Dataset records

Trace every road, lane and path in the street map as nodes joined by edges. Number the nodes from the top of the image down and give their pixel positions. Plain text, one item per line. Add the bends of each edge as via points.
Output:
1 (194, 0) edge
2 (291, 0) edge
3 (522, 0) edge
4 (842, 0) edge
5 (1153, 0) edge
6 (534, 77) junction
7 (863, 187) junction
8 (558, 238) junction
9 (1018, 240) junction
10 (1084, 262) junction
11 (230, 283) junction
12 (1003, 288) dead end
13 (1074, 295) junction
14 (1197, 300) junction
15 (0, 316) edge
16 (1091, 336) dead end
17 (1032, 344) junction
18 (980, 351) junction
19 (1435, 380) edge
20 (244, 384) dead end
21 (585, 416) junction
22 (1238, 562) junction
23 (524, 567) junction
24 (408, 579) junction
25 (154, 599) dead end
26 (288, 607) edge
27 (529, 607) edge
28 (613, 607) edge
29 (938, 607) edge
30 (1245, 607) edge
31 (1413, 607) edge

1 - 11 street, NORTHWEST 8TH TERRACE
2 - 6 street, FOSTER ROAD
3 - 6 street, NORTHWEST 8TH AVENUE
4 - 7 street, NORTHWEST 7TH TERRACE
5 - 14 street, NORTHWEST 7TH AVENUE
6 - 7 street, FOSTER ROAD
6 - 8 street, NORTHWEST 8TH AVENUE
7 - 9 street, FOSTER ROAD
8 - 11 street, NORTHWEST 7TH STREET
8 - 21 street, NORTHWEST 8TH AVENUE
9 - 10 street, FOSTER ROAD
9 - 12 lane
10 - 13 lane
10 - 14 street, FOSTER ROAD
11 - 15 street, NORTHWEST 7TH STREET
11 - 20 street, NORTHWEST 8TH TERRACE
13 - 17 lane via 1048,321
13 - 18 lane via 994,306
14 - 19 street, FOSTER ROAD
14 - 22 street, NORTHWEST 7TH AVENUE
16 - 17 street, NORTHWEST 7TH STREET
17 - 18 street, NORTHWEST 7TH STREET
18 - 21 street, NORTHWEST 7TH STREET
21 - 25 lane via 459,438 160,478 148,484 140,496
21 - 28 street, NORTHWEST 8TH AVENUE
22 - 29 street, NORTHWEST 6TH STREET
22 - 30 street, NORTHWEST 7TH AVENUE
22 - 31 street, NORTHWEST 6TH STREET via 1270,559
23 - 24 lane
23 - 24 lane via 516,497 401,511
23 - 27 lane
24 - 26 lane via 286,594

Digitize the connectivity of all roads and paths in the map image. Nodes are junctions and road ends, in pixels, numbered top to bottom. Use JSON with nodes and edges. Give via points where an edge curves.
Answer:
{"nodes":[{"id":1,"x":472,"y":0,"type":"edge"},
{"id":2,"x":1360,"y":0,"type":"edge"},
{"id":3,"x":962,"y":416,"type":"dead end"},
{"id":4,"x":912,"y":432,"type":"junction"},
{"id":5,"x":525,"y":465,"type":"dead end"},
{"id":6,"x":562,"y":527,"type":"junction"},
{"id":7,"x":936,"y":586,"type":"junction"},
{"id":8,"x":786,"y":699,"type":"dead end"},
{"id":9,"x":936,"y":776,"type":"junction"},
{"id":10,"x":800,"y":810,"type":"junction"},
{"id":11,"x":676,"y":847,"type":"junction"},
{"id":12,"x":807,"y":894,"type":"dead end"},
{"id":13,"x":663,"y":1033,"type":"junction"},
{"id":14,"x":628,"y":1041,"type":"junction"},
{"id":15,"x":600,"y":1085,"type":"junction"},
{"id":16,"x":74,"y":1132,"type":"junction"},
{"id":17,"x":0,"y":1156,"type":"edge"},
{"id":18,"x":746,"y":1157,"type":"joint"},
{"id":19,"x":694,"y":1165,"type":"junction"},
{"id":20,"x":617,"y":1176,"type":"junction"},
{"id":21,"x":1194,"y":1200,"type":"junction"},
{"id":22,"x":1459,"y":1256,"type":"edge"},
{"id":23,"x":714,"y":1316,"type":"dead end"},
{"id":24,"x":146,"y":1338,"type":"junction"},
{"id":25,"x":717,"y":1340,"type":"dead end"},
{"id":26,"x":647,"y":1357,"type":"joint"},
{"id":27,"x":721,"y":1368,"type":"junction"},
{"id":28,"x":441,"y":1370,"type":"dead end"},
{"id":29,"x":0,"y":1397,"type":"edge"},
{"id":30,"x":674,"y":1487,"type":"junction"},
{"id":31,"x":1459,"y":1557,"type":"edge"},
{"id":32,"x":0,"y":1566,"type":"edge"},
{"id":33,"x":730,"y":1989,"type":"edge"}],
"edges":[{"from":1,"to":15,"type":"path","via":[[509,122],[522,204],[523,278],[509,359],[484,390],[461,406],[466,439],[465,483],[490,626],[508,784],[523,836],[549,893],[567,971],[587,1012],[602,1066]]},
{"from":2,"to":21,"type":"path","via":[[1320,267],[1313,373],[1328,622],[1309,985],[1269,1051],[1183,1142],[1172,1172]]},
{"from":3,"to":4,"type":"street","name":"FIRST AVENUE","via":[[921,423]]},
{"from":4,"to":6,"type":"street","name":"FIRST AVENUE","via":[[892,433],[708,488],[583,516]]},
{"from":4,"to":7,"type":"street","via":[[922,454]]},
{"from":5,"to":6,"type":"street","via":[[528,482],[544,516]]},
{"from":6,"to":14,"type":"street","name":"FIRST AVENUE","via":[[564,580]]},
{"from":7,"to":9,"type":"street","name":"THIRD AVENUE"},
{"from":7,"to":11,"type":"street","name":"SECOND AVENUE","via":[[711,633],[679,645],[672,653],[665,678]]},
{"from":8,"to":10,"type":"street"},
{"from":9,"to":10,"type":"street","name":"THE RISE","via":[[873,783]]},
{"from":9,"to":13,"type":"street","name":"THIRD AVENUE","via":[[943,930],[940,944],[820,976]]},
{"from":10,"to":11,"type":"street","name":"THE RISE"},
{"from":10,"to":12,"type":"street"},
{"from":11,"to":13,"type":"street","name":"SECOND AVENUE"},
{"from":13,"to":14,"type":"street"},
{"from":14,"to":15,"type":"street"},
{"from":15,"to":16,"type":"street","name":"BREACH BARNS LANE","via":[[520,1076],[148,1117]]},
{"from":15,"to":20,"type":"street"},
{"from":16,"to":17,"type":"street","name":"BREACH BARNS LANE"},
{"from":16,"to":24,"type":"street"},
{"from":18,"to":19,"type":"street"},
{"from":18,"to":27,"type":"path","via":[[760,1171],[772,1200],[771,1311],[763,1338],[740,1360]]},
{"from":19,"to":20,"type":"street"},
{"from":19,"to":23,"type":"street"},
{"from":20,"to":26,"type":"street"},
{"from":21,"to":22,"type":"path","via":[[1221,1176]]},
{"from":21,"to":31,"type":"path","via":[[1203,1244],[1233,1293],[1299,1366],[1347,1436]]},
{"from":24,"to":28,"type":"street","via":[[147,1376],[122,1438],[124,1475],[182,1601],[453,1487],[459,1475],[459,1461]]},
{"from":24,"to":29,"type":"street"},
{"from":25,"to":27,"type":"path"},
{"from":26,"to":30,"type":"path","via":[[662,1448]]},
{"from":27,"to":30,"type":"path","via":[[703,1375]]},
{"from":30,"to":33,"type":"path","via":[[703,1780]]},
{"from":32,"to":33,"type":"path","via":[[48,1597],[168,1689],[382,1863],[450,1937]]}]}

• REQUIRED WORK: Above are the records; retype them all without a single difference.

• RESULT OF THE TASK:
Trace every road, lane and path in the street map as nodes joined by edges. Number the nodes from the top of the image down and give their pixel positions. Plain text, one item per line. Add the bends of each edge as via points.
Output:
1 (194, 0) edge
2 (291, 0) edge
3 (522, 0) edge
4 (842, 0) edge
5 (1153, 0) edge
6 (534, 77) junction
7 (863, 187) junction
8 (558, 238) junction
9 (1018, 240) junction
10 (1084, 262) junction
11 (230, 283) junction
12 (1003, 288) dead end
13 (1074, 295) junction
14 (1197, 300) junction
15 (0, 316) edge
16 (1091, 336) dead end
17 (1032, 344) junction
18 (980, 351) junction
19 (1435, 380) edge
20 (244, 384) dead end
21 (585, 416) junction
22 (1238, 562) junction
23 (524, 567) junction
24 (408, 579) junction
25 (154, 599) dead end
26 (288, 607) edge
27 (529, 607) edge
28 (613, 607) edge
29 (938, 607) edge
30 (1245, 607) edge
31 (1413, 607) edge

1 - 11 street, NORTHWEST 8TH TERRACE
2 - 6 street, FOSTER ROAD
3 - 6 street, NORTHWEST 8TH AVENUE
4 - 7 street, NORTHWEST 7TH TERRACE
5 - 14 street, NORTHWEST 7TH AVENUE
6 - 7 street, FOSTER ROAD
6 - 8 street, NORTHWEST 8TH AVENUE
7 - 9 street, FOSTER ROAD
8 - 11 street, NORTHWEST 7TH STREET
8 - 21 street, NORTHWEST 8TH AVENUE
9 - 10 street, FOSTER ROAD
9 - 12 lane
10 - 13 lane
10 - 14 street, FOSTER ROAD
11 - 15 street, NORTHWEST 7TH STREET
11 - 20 street, NORTHWEST 8TH TERRACE
13 - 17 lane via 1048,321
13 - 18 lane via 994,306
14 - 19 street, FOSTER ROAD
14 - 22 street, NORTHWEST 7TH AVENUE
16 - 17 street, NORTHWEST 7TH STREET
17 - 18 street, NORTHWEST 7TH STREET
18 - 21 street, NORTHWEST 7TH STREET
21 - 25 lane via 459,438 160,478 148,484 140,496
21 - 28 street, NORTHWEST 8TH AVENUE
22 - 29 street, NORTHWEST 6TH STREET
22 - 30 street, NORTHWEST 7TH AVENUE
22 - 31 street, NORTHWEST 6TH STREET via 1270,559
23 - 24 lane
23 - 24 lane via 516,497 401,511
23 - 27 lane
24 - 26 lane via 286,594

Digitize the connectivity of all roads and paths in the map image. Nodes are junctions and road ends, in pixels, numbered top to bottom. Use JSON with nodes and edges. Give via points where an edge curves.
Answer:
{"nodes":[{"id":1,"x":472,"y":0,"type":"edge"},
{"id":2,"x":1360,"y":0,"type":"edge"},
{"id":3,"x":962,"y":416,"type":"dead end"},
{"id":4,"x":912,"y":432,"type":"junction"},
{"id":5,"x":525,"y":465,"type":"dead end"},
{"id":6,"x":562,"y":527,"type":"junction"},
{"id":7,"x":936,"y":586,"type":"junction"},
{"id":8,"x":786,"y":699,"type":"dead end"},
{"id":9,"x":936,"y":776,"type":"junction"},
{"id":10,"x":800,"y":810,"type":"junction"},
{"id":11,"x":676,"y":847,"type":"junction"},
{"id":12,"x":807,"y":894,"type":"dead end"},
{"id":13,"x":663,"y":1033,"type":"junction"},
{"id":14,"x":628,"y":1041,"type":"junction"},
{"id":15,"x":600,"y":1085,"type":"junction"},
{"id":16,"x":74,"y":1132,"type":"junction"},
{"id":17,"x":0,"y":1156,"type":"edge"},
{"id":18,"x":746,"y":1157,"type":"joint"},
{"id":19,"x":694,"y":1165,"type":"junction"},
{"id":20,"x":617,"y":1176,"type":"junction"},
{"id":21,"x":1194,"y":1200,"type":"junction"},
{"id":22,"x":1459,"y":1256,"type":"edge"},
{"id":23,"x":714,"y":1316,"type":"dead end"},
{"id":24,"x":146,"y":1338,"type":"junction"},
{"id":25,"x":717,"y":1340,"type":"dead end"},
{"id":26,"x":647,"y":1357,"type":"joint"},
{"id":27,"x":721,"y":1368,"type":"junction"},
{"id":28,"x":441,"y":1370,"type":"dead end"},
{"id":29,"x":0,"y":1397,"type":"edge"},
{"id":30,"x":674,"y":1487,"type":"junction"},
{"id":31,"x":1459,"y":1557,"type":"edge"},
{"id":32,"x":0,"y":1566,"type":"edge"},
{"id":33,"x":730,"y":1989,"type":"edge"}],
"edges":[{"from":1,"to":15,"type":"path","via":[[509,122],[522,204],[523,278],[509,359],[484,390],[461,406],[466,439],[465,483],[490,626],[508,784],[523,836],[549,893],[567,971],[587,1012],[602,1066]]},
{"from":2,"to":21,"type":"path","via":[[1320,267],[1313,373],[1328,622],[1309,985],[1269,1051],[1183,1142],[1172,1172]]},
{"from":3,"to":4,"type":"street","name":"FIRST AVENUE","via":[[921,423]]},
{"from":4,"to":6,"type":"street","name":"FIRST AVENUE","via":[[892,433],[708,488],[583,516]]},
{"from":4,"to":7,"type":"street","via":[[922,454]]},
{"from":5,"to":6,"type":"street","via":[[528,482],[544,516]]},
{"from":6,"to":14,"type":"street","name":"FIRST AVENUE","via":[[564,580]]},
{"from":7,"to":9,"type":"street","name":"THIRD AVENUE"},
{"from":7,"to":11,"type":"street","name":"SECOND AVENUE","via":[[711,633],[679,645],[672,653],[665,678]]},
{"from":8,"to":10,"type":"street"},
{"from":9,"to":10,"type":"street","name":"THE RISE","via":[[873,783]]},
{"from":9,"to":13,"type":"street","name":"THIRD AVENUE","via":[[943,930],[940,944],[820,976]]},
{"from":10,"to":11,"type":"street","name":"THE RISE"},
{"from":10,"to":12,"type":"street"},
{"from":11,"to":13,"type":"street","name":"SECOND AVENUE"},
{"from":13,"to":14,"type":"street"},
{"from":14,"to":15,"type":"street"},
{"from":15,"to":16,"type":"street","name":"BREACH BARNS LANE","via":[[520,1076],[148,1117]]},
{"from":15,"to":20,"type":"street"},
{"from":16,"to":17,"type":"street","name":"BREACH BARNS LANE"},
{"from":16,"to":24,"type":"street"},
{"from":18,"to":19,"type":"street"},
{"from":18,"to":27,"type":"path","via":[[760,1171],[772,1200],[771,1311],[763,1338],[740,1360]]},
{"from":19,"to":20,"type":"street"},
{"from":19,"to":23,"type":"street"},
{"from":20,"to":26,"type":"street"},
{"from":21,"to":22,"type":"path","via":[[1221,1176]]},
{"from":21,"to":31,"type":"path","via":[[1203,1244],[1233,1293],[1299,1366],[1347,1436]]},
{"from":24,"to":28,"type":"street","via":[[147,1376],[122,1438],[124,1475],[182,1601],[453,1487],[459,1475],[459,1461]]},
{"from":24,"to":29,"type":"street"},
{"from":25,"to":27,"type":"path"},
{"from":26,"to":30,"type":"path","via":[[662,1448]]},
{"from":27,"to":30,"type":"path","via":[[703,1375]]},
{"from":30,"to":33,"type":"path","via":[[703,1780]]},
{"from":32,"to":33,"type":"path","via":[[48,1597],[168,1689],[382,1863],[450,1937]]}]}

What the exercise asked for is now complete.